> _REQUIRED WORK_:
Pull every line containing "nodes" from the data.

BEGIN

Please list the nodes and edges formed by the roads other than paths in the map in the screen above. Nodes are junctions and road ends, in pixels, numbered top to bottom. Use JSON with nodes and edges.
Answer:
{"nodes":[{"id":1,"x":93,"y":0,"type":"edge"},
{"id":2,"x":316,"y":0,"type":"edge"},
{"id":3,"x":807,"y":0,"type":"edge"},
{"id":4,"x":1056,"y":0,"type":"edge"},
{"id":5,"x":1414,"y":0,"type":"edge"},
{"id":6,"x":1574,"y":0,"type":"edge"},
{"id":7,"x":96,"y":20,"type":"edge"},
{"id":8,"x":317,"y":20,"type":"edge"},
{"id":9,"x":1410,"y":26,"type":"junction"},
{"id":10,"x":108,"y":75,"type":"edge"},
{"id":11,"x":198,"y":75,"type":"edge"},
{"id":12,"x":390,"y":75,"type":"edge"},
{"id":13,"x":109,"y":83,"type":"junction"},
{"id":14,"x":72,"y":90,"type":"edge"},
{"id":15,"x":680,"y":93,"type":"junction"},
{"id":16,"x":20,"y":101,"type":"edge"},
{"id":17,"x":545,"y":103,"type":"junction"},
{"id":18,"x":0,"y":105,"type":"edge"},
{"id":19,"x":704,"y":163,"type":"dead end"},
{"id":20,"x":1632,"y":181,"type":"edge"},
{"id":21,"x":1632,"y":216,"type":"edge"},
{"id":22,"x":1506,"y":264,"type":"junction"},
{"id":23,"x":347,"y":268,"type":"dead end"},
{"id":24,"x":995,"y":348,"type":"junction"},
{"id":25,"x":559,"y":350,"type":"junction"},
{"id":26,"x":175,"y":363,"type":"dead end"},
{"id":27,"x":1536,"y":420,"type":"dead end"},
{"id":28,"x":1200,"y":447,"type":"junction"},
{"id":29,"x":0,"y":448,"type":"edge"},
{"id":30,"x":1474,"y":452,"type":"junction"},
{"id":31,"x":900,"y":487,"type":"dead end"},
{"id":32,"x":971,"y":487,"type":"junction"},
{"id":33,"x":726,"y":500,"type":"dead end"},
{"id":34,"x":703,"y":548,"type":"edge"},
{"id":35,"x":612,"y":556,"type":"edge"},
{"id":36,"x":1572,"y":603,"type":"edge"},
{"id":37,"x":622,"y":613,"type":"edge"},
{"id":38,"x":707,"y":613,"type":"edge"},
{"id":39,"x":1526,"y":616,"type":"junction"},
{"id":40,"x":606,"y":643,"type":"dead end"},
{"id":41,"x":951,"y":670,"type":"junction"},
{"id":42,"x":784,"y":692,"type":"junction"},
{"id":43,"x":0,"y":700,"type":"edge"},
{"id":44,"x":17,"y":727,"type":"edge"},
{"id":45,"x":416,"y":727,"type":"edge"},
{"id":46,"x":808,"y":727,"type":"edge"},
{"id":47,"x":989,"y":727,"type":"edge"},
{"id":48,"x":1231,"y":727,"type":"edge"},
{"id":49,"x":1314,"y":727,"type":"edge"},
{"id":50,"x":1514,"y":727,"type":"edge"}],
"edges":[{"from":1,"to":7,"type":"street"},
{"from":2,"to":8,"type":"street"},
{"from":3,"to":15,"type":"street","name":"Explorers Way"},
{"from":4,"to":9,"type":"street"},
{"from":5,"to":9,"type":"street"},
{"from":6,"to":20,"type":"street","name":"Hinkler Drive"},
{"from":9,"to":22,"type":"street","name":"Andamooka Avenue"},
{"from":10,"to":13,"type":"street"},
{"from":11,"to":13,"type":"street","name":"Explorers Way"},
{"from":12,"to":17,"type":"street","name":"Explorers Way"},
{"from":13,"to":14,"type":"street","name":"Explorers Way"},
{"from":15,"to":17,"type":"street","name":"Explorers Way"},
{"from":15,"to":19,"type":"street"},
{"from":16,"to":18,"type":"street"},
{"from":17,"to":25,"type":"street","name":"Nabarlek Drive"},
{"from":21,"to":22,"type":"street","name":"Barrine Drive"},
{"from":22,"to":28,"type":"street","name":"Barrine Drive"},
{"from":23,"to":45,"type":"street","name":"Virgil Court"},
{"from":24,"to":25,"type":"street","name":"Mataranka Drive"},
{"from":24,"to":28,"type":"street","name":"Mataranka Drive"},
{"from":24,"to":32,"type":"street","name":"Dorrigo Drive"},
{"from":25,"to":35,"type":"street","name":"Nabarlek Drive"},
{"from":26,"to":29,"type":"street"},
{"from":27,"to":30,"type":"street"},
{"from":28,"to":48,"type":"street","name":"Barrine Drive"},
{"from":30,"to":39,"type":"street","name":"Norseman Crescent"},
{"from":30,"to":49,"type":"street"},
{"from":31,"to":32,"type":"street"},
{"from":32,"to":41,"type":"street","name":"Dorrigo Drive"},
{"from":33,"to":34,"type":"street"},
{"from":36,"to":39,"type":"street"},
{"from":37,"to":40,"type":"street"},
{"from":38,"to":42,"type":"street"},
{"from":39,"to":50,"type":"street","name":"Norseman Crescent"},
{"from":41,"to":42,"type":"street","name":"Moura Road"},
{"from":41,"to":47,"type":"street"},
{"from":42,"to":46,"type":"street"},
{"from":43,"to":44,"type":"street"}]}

END

> _EXERCISE SOLUTION_:
Please list the nodes and edges formed by the roads other than paths in the map in the screen above. Nodes are junctions and road ends, in pixels, numbered top to bottom. Use JSON with nodes and edges.
{"nodes":[{"id":1,"x":93,"y":0,"type":"edge"},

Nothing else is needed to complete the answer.